Dopo l'espressa abrogazione dell'articolo 39 della legge 146/1994, tutti i rifiuti delle attività elencate nell'articolo 7, comma 3, del Dlgs n. 22/1997, sono considerati speciali, con la conseguente esclusione dal campo di applicazione della Tassa, fatto salvo l'esercizio del potere di assimilazione che spetta ai Comuni (articolo 21), ma che deve essere esercitato nel rispetto dei criteri tecnici assegnati dallo Stato (articolo 18), in assenza dei quali si ritorna alla "vecchia" classificazione contenuta nel decreto interministeriale.

Considerazioni
E' ben noto che l'oggetto della Tarsu è limitato alla raccolta e smaltimento dei rifiuti urbani e assimilati: pertanto, risulta di tutta evidenza che l'esercizio del potere di assimilazione da parte dei Comuni consente di poter ampliare il presupposto impositivo, estendendolo anche a taluni rifiuti speciali (rectius: ai locali in cui essi si producono), che, altrimenti, si collocherebbero ope legis fuori dal campo di applicazione della Tassa.
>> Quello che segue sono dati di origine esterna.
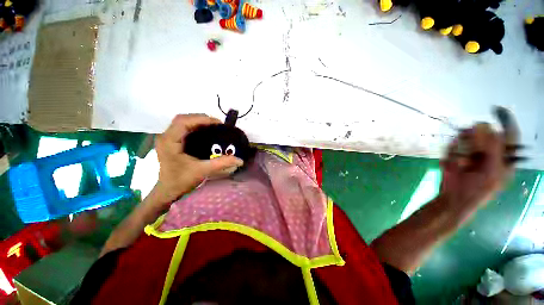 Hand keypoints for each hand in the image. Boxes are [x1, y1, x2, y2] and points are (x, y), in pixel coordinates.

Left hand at [153, 114, 243, 204]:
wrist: (167, 191)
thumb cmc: (181, 181)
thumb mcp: (202, 171)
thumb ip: (221, 163)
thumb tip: (240, 160)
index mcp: (169, 142)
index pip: (183, 122)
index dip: (201, 119)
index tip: (218, 123)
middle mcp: (166, 137)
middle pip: (183, 119)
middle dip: (201, 119)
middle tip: (218, 125)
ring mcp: (167, 138)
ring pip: (183, 122)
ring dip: (199, 122)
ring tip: (214, 127)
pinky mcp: (171, 141)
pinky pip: (184, 128)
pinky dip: (195, 127)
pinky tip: (205, 132)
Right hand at [439, 123, 512, 210]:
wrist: (452, 200)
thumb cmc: (476, 190)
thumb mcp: (491, 173)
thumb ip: (494, 151)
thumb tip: (489, 127)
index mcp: (503, 157)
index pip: (509, 135)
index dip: (505, 121)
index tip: (496, 109)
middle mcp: (488, 152)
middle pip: (485, 134)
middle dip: (476, 137)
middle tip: (470, 143)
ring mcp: (470, 154)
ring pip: (467, 138)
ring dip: (461, 146)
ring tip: (459, 160)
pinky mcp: (455, 156)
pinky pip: (452, 147)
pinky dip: (450, 152)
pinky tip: (450, 164) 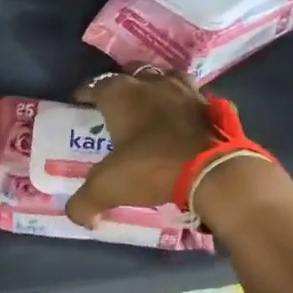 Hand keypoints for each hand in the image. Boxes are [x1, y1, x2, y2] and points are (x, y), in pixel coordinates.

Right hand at [63, 68, 222, 227]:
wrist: (214, 171)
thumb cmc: (152, 167)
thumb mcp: (108, 188)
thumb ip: (84, 202)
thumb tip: (78, 216)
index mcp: (121, 95)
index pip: (95, 85)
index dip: (84, 94)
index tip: (79, 103)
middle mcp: (152, 83)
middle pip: (131, 76)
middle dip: (122, 88)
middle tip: (116, 109)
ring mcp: (186, 90)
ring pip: (165, 80)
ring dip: (156, 91)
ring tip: (151, 108)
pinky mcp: (212, 105)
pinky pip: (193, 100)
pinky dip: (185, 108)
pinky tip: (183, 123) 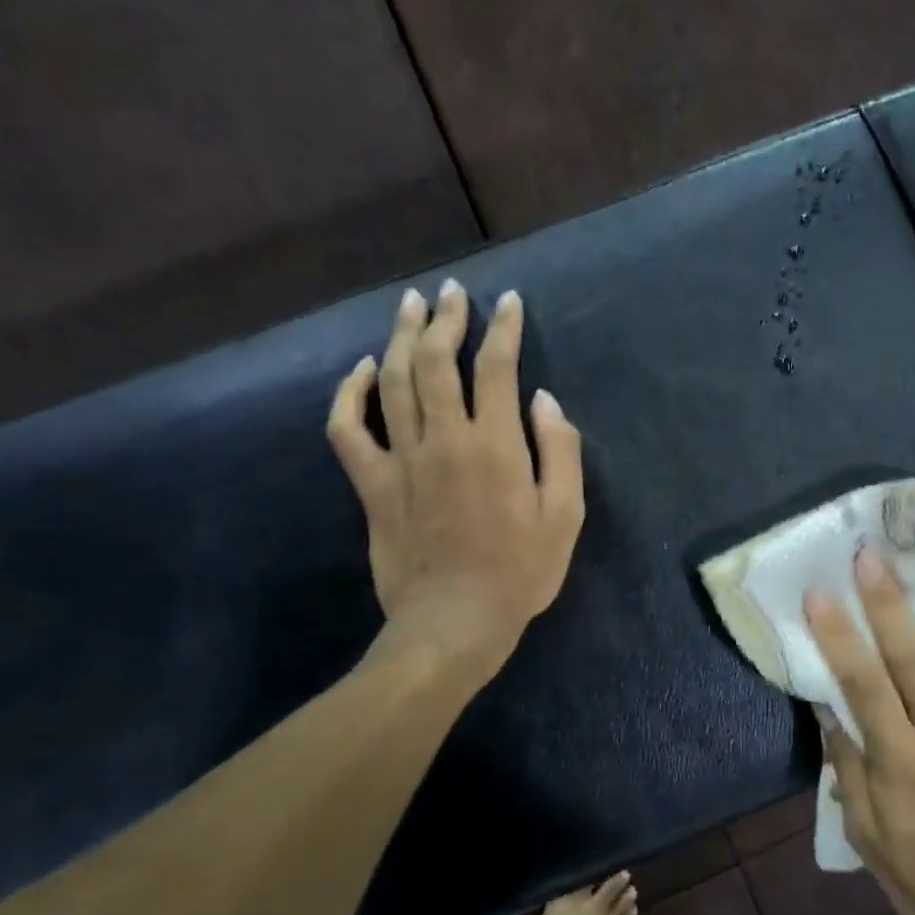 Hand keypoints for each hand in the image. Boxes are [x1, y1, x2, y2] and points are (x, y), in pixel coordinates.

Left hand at [327, 281, 584, 678]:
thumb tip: (543, 400)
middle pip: (438, 361)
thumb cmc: (519, 573)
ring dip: (402, 337)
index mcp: (495, 445)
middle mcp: (445, 439)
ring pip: (395, 382)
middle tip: (451, 292)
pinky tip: (363, 370)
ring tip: (410, 306)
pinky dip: (350, 394)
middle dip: (447, 318)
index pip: (497, 367)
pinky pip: (348, 430)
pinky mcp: (372, 485)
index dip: (504, 328)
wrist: (454, 623)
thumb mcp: (565, 517)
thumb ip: (560, 452)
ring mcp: (402, 460)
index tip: (507, 301) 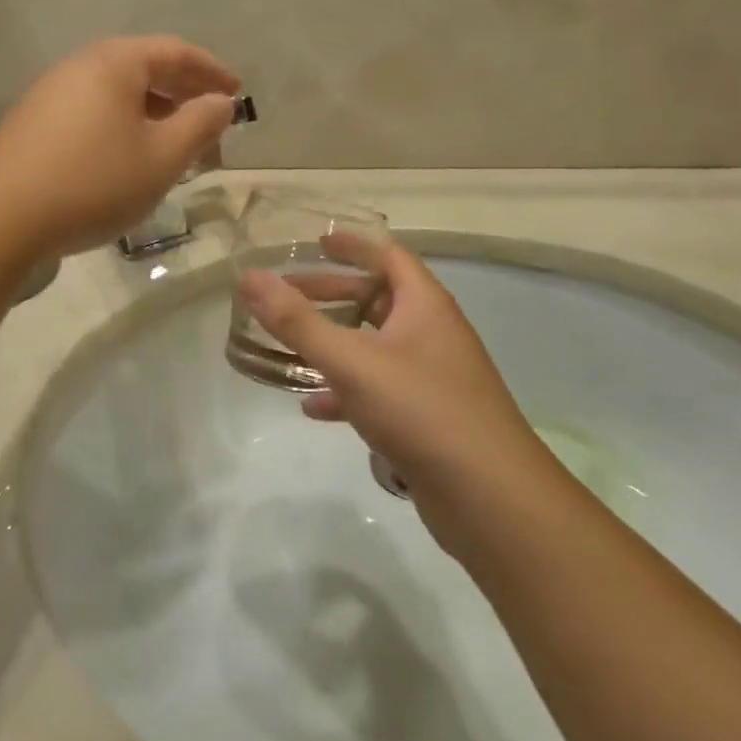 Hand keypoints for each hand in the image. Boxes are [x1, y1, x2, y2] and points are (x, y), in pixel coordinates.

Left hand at [0, 37, 241, 261]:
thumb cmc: (93, 183)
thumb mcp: (161, 158)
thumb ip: (199, 124)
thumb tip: (221, 102)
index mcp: (115, 62)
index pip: (175, 52)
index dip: (212, 71)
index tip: (237, 93)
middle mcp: (80, 66)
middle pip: (144, 68)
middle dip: (183, 93)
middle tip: (210, 122)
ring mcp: (50, 94)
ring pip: (117, 94)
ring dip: (153, 113)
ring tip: (174, 145)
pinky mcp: (33, 124)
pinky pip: (93, 112)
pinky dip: (123, 126)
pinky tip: (128, 160)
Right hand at [240, 234, 552, 549]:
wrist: (490, 497)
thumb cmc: (420, 410)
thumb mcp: (351, 361)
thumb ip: (297, 321)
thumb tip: (250, 278)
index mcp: (424, 306)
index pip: (388, 256)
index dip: (353, 245)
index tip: (315, 242)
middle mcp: (432, 334)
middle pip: (378, 299)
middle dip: (332, 295)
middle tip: (287, 297)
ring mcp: (432, 377)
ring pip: (375, 347)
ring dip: (334, 344)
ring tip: (290, 348)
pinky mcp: (428, 417)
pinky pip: (379, 390)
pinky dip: (346, 391)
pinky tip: (313, 408) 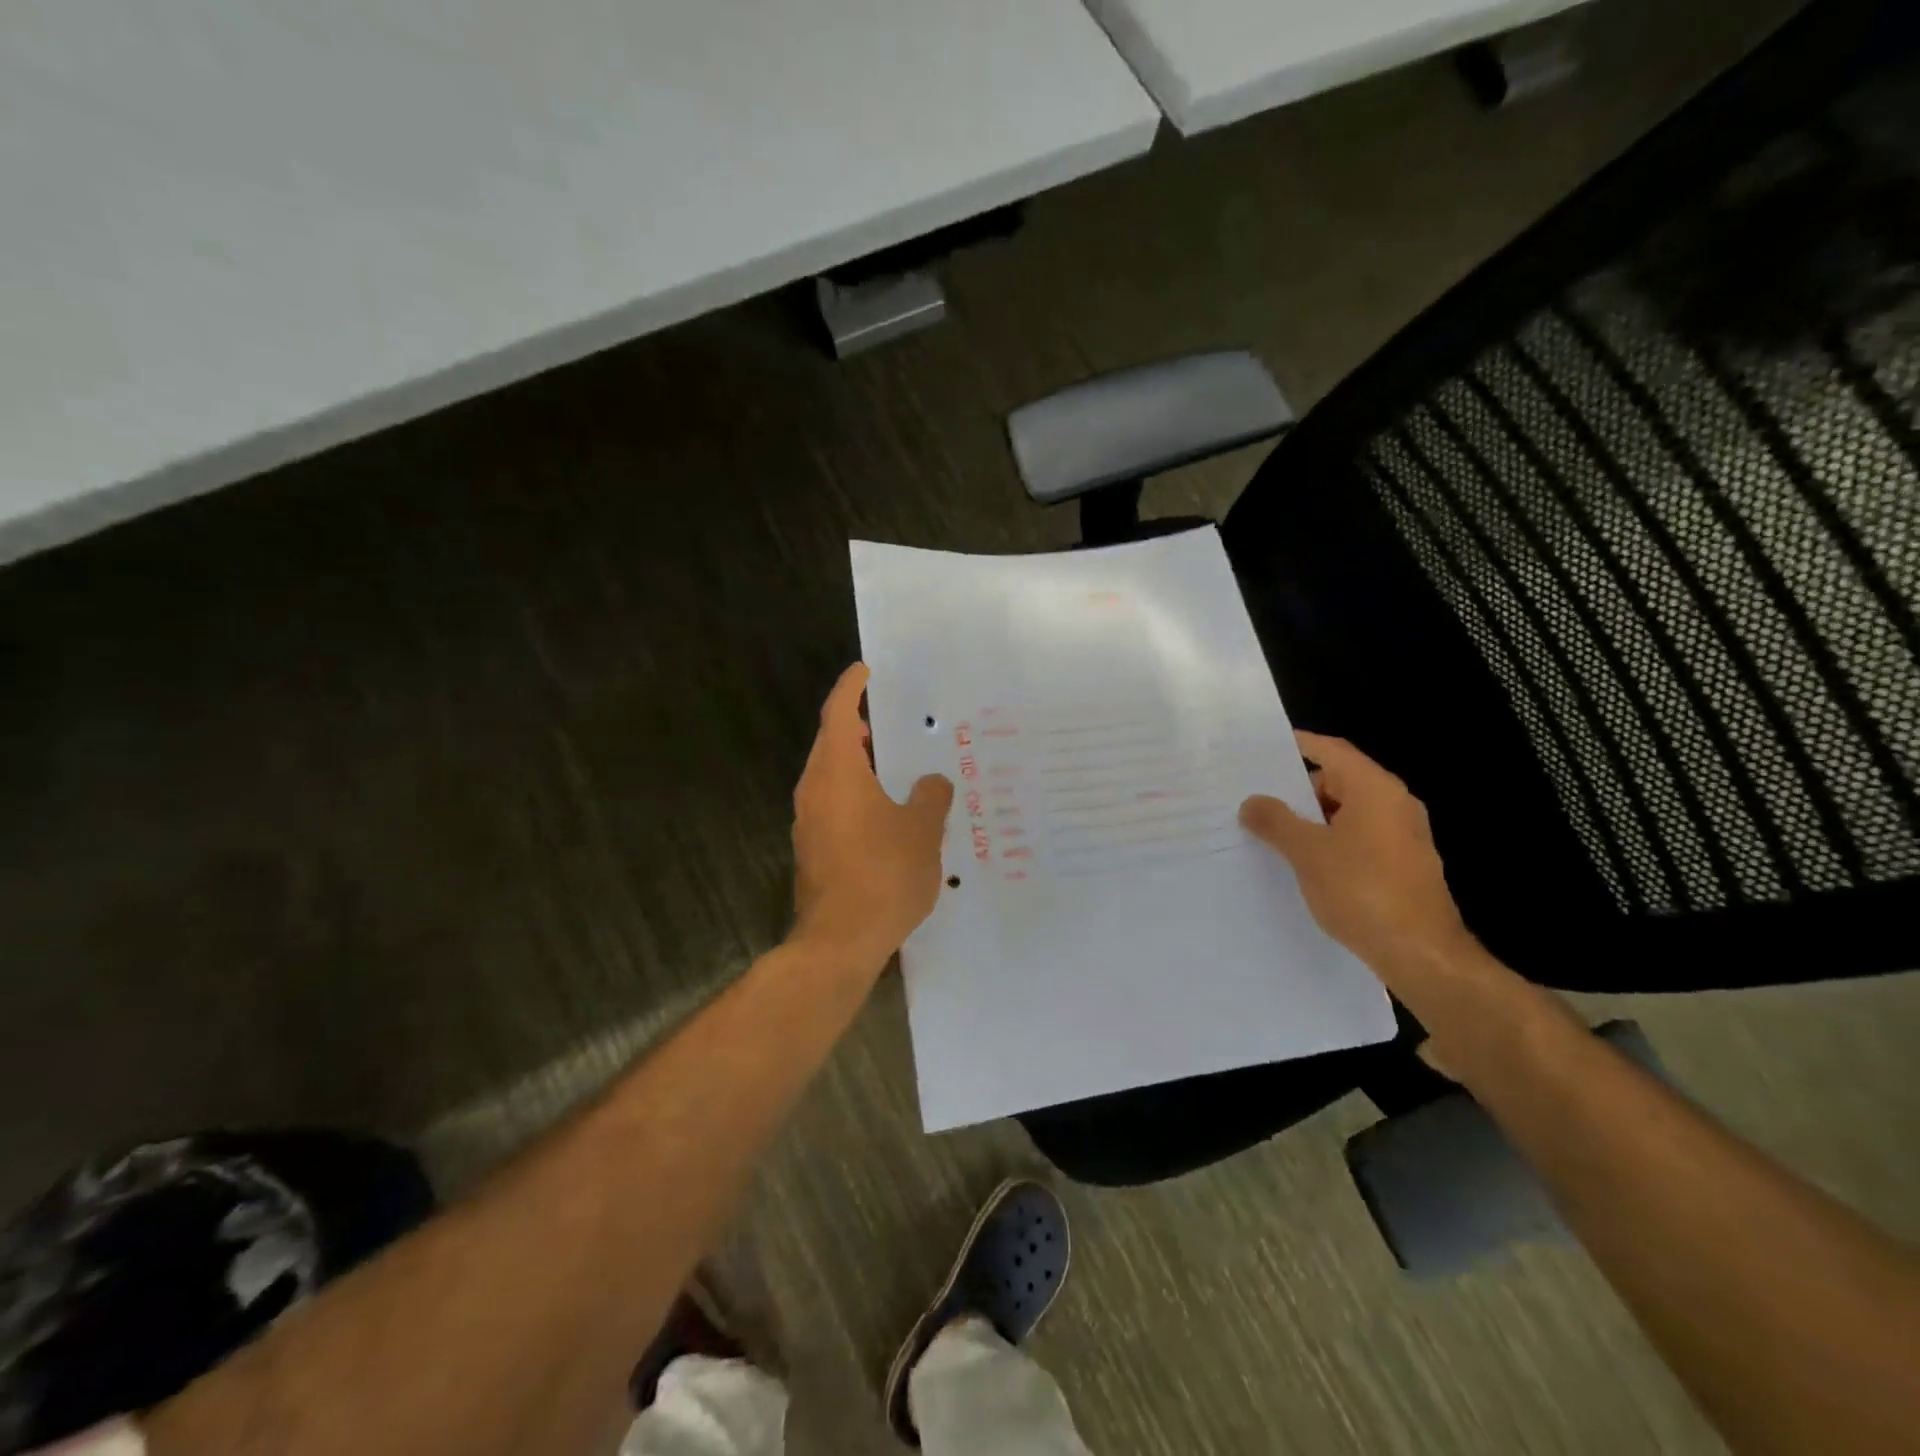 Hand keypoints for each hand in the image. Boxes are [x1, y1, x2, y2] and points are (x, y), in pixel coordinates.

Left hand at [791, 663, 954, 974]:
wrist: (840, 940)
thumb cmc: (884, 874)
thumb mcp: (922, 830)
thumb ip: (930, 796)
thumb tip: (931, 783)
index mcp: (837, 771)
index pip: (838, 713)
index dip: (851, 687)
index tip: (864, 670)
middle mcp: (814, 789)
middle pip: (830, 743)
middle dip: (854, 726)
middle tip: (885, 720)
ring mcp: (807, 821)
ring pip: (829, 776)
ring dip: (854, 763)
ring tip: (889, 764)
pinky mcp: (811, 848)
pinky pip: (832, 804)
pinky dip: (853, 793)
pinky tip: (883, 813)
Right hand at [1240, 732, 1474, 985]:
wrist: (1421, 955)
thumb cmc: (1363, 891)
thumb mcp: (1307, 852)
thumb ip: (1275, 821)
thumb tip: (1253, 802)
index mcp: (1375, 790)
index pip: (1331, 751)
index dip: (1297, 745)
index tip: (1260, 748)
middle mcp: (1394, 805)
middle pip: (1338, 780)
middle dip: (1296, 789)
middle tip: (1255, 798)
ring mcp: (1401, 836)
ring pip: (1346, 813)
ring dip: (1310, 820)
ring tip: (1268, 833)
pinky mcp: (1401, 865)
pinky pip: (1357, 839)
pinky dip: (1328, 842)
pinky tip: (1300, 863)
In altre parole, le attività connesse alla raccolta e allo smaltimento dei rifiuti speciali sono escluse dall'ambito di applicazione della Tassa in quanto l'oggetto della stessa (in coerenza con il nomen juris) è circoscritto ai rifiuti urbani che, nella classificazione dell'articolo 7 del Dlgs n. 22/1997, vanno tenuti nettamente distinti dalle altre tipologie di rifiuti. La concreta attuazione del potere di assimilazione dei rifiuti - ovviamente nel rispetto dei vincoli posti dall'intervento statale in materia, e tenuto conto delle concrete potenzialità di smaltimento che ciascun ente possiede - consente ai Comuni di poter ampliare la base imponibile della Tarsu, estendendola a locali e aree che, diversamente, resterebbero escluse dal tributo, con ciò realizzando un sensibile miglioramento del servizio pubblico e un'ottimizzazione dei costi del servizio stesso.

Si tratta, quindi, di un intervento di politica fiscale in piena sintonia con l'accresciuta responsabilità che la modifica della Carta costituzionale assegna agli enti territoriali, i quali, in misura sempre maggiore, devono provvedere a reperire autonomamente le risorse finanziarie indispensabili a mantenere (e, in prospettiva, a potenziare) i livelli di servizi erogati ai cittadini. A tali nuove esigenze è possibile far fronte - anche e soprattutto - attraverso l'utilizzo della leva fiscale, che permette il progressivo ampliamento delle risorse proprie e che gli enti locali dovranno utilizzare sempre di più rispetto al passato, quando il ruolo dei trasferimenti statali era prevalente.